Talvez a pergunta mais importante, em termos filosóficos, que podemos nos fazer neste momento, seja esta: “E depois que tudo isso passar, nos tornaremos seres humanos melhores?” Um rápido olhar pela história mostra que hecatombes, guerras e pestes não têm exatamente um poder purificador sobre a nossa raça. É evidente que, quando sofremos, a consciência e a sensibilidade acabam por se aguçar. Ficamos atentos, observando com acuidade o que antes pertencia à ordem do banal, do esquecível.
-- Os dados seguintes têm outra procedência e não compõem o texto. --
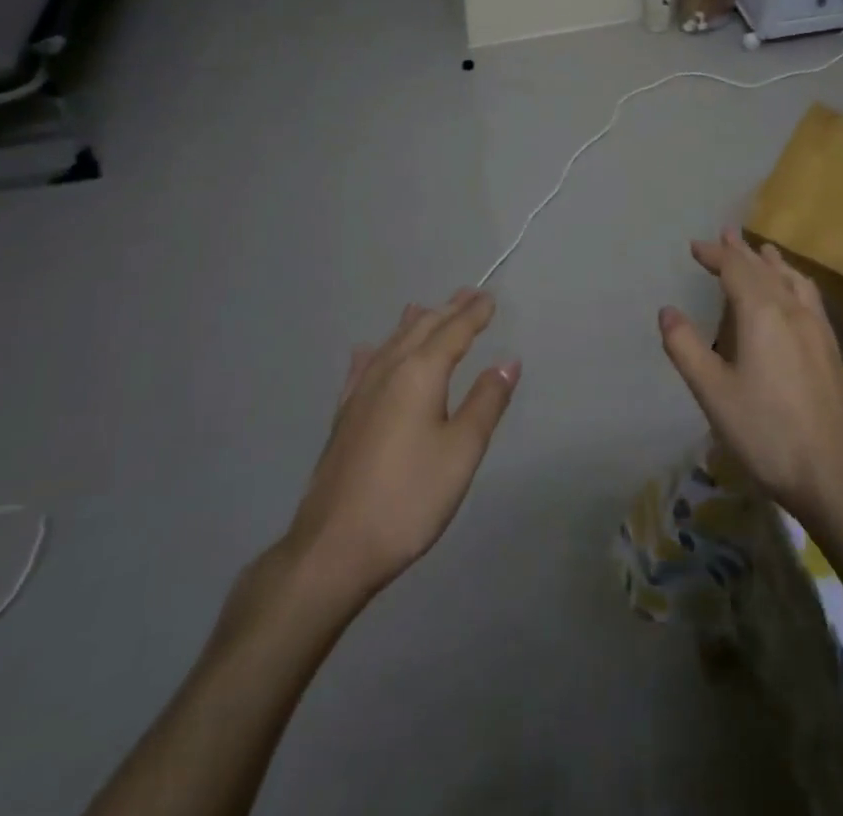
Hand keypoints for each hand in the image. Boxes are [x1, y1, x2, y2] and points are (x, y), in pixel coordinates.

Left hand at [283, 290, 519, 600]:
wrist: (334, 547)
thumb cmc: (409, 498)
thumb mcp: (461, 451)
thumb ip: (486, 401)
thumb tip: (507, 360)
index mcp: (420, 373)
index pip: (453, 332)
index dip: (474, 314)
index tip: (490, 297)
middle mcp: (388, 371)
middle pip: (422, 329)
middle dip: (447, 311)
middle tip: (468, 294)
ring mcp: (360, 392)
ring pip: (392, 342)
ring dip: (415, 324)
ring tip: (426, 309)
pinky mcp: (344, 416)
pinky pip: (364, 366)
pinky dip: (377, 350)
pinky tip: (369, 350)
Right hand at [657, 230, 842, 528]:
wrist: (833, 474)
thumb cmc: (765, 433)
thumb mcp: (713, 392)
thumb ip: (686, 348)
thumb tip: (667, 311)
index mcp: (762, 314)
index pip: (736, 269)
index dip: (715, 254)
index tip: (696, 246)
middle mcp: (792, 310)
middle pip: (765, 268)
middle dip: (742, 251)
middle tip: (726, 234)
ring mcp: (817, 327)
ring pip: (792, 279)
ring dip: (771, 262)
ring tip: (762, 251)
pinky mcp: (830, 347)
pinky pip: (809, 296)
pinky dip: (793, 280)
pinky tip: (794, 293)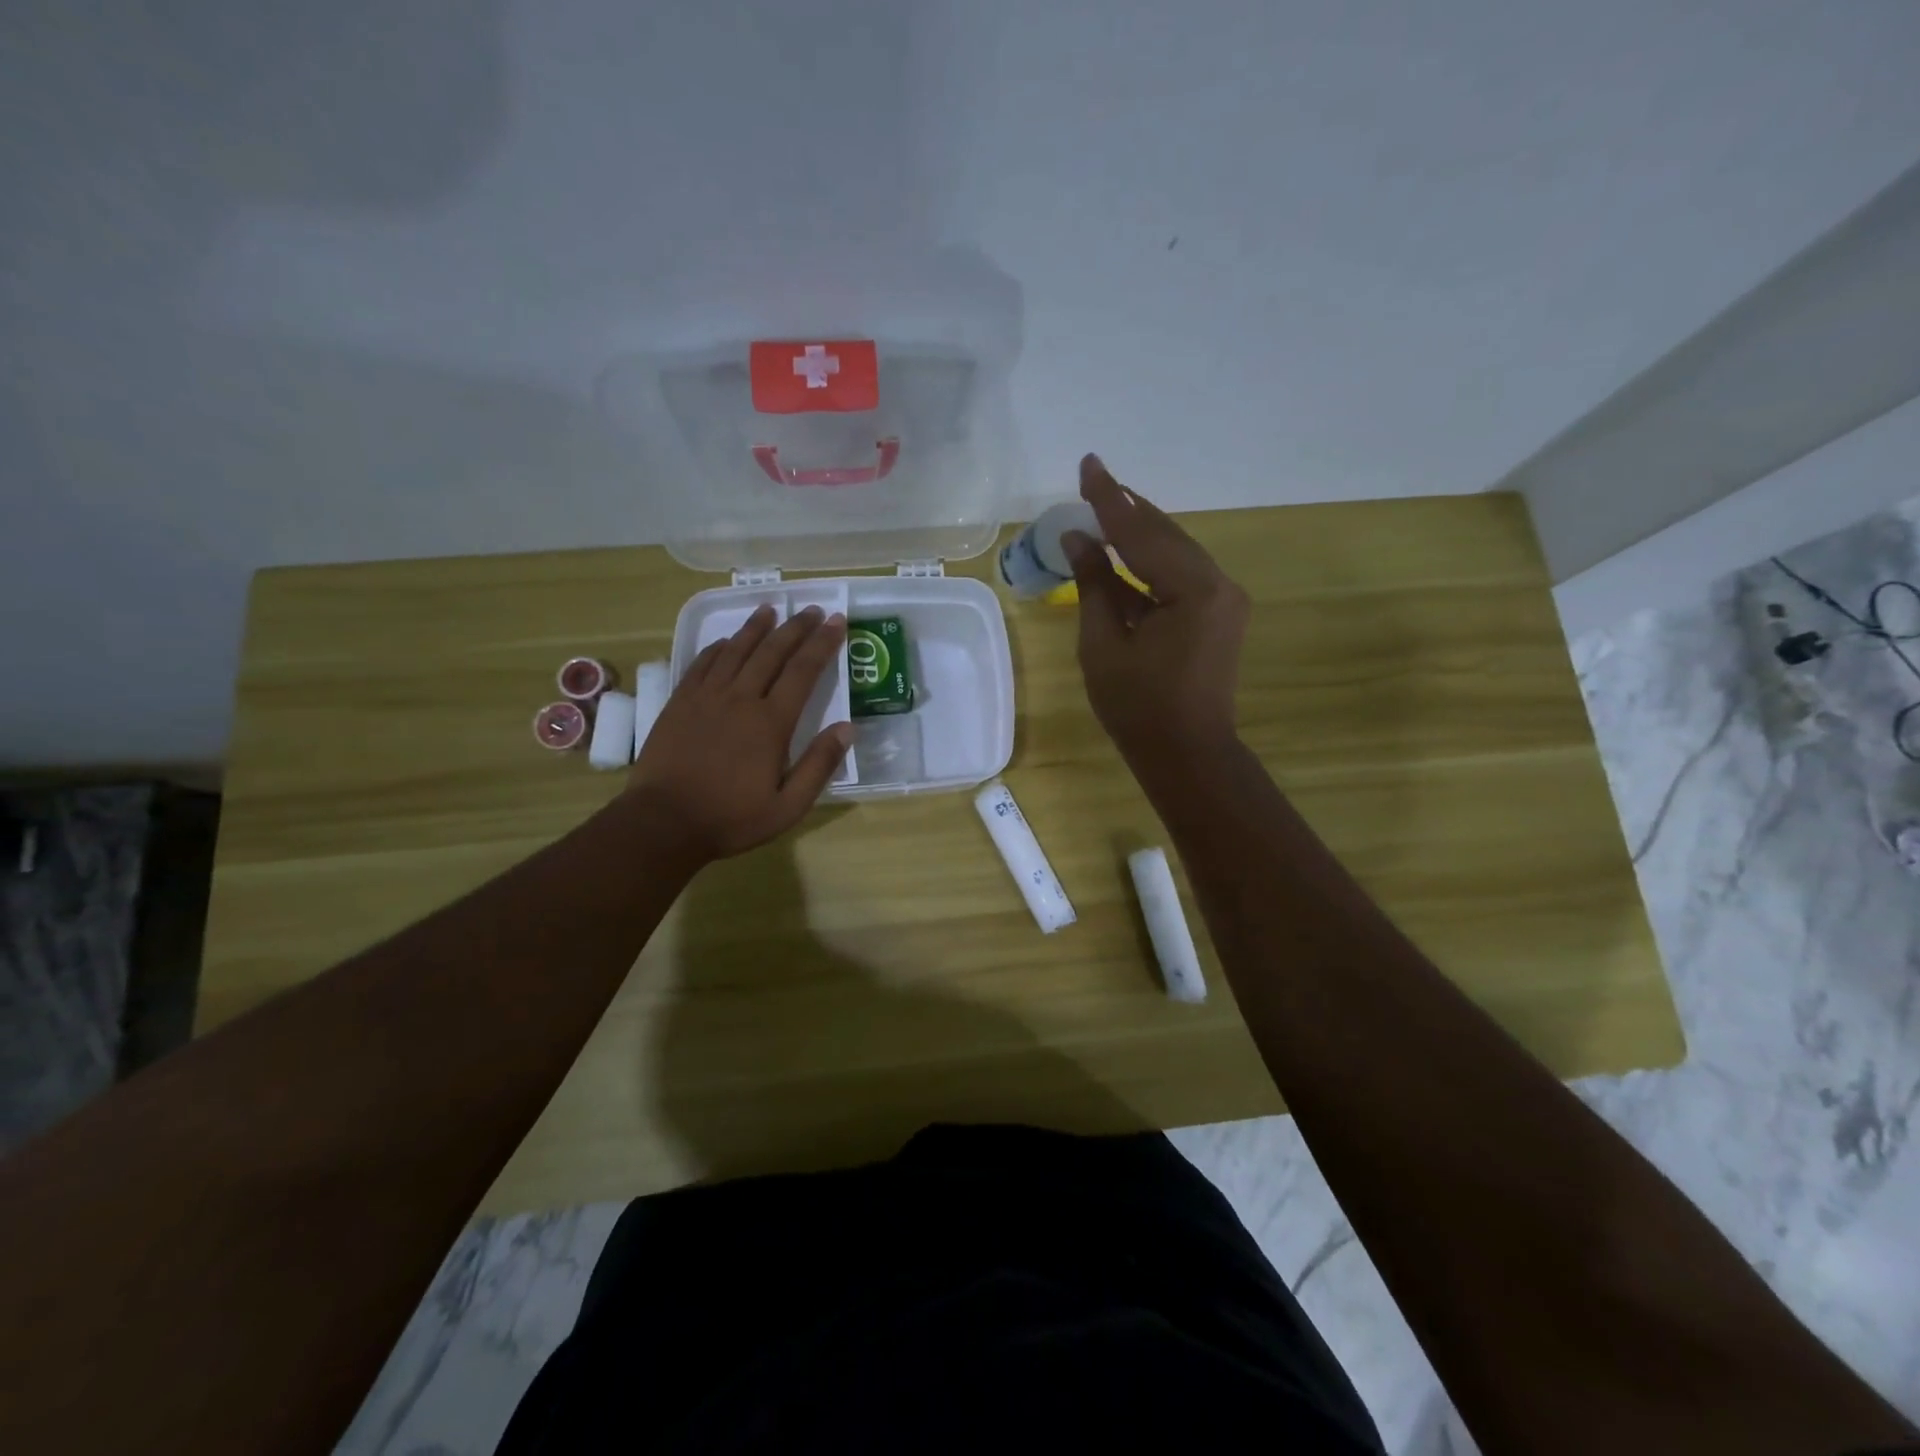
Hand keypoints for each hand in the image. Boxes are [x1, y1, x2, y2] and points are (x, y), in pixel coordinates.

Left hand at [629, 604, 851, 861]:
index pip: (803, 671)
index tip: (836, 621)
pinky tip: (726, 641)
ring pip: (736, 651)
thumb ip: (819, 766)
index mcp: (771, 723)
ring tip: (770, 610)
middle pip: (772, 652)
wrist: (663, 823)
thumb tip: (846, 728)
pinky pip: (702, 664)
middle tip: (811, 609)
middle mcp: (740, 699)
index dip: (822, 643)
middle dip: (795, 628)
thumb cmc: (731, 818)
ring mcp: (706, 698)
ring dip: (756, 628)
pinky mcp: (680, 703)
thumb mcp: (788, 806)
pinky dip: (718, 648)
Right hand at [1064, 454, 1248, 769]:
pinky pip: (1182, 574)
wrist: (1188, 754)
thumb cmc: (1138, 708)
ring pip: (1175, 551)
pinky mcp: (1220, 614)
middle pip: (1165, 534)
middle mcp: (1218, 584)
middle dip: (1126, 509)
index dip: (1109, 499)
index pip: (1141, 533)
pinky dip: (1152, 561)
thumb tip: (1078, 539)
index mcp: (1192, 590)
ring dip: (1139, 532)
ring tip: (1104, 510)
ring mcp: (1224, 599)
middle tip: (1093, 481)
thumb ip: (1094, 586)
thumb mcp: (1103, 645)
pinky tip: (1126, 553)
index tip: (1088, 464)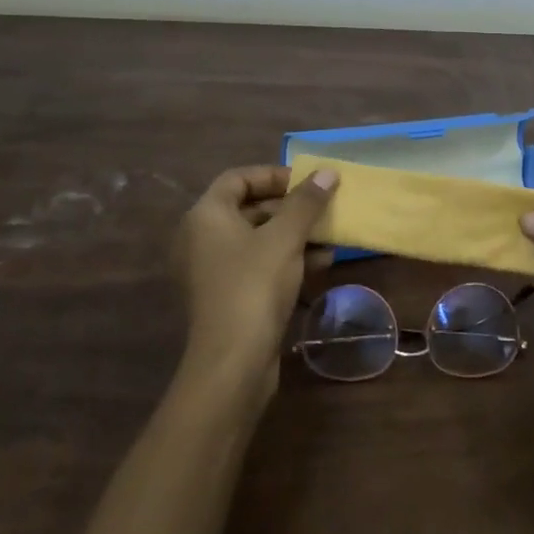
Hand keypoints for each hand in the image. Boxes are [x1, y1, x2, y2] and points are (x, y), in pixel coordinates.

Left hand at [173, 165, 337, 396]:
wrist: (233, 362)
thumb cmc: (254, 285)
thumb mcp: (286, 237)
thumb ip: (306, 202)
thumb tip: (327, 172)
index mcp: (206, 216)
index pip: (238, 178)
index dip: (273, 175)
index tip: (307, 182)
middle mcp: (202, 238)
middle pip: (249, 208)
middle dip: (290, 206)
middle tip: (323, 206)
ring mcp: (214, 270)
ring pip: (259, 238)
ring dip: (295, 233)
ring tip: (330, 234)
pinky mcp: (228, 296)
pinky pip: (259, 264)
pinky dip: (288, 258)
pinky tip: (322, 262)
Porém, com a normalização e a volta a uma rotina que tantas vezes entorpece, a tendência é que nos acomodemos ao fluxo natural da existência. Sem pensar ou refletir com constância. Como contraponto, vale lembrar que prosperamos pela ação, impondo certa ordem nas coisas. O fato é que todos parecem aptos a ponderar quais perigos nos pareciam inexistentes até então. A presença de um vírus letal roçava vagamente o imaginário. Nada além disso. Agora fomos sacudidos de um torpor atávico. Acordamos a contragosto e nos percebemos imersos numa realidade moldada pelo sombrio e pela incerteza. Manter a alma serena exige um esforço extra, trabalho que tantos parecem se sentir inábeis a executar. Estão presos em suas casas e dentro de si mesmos.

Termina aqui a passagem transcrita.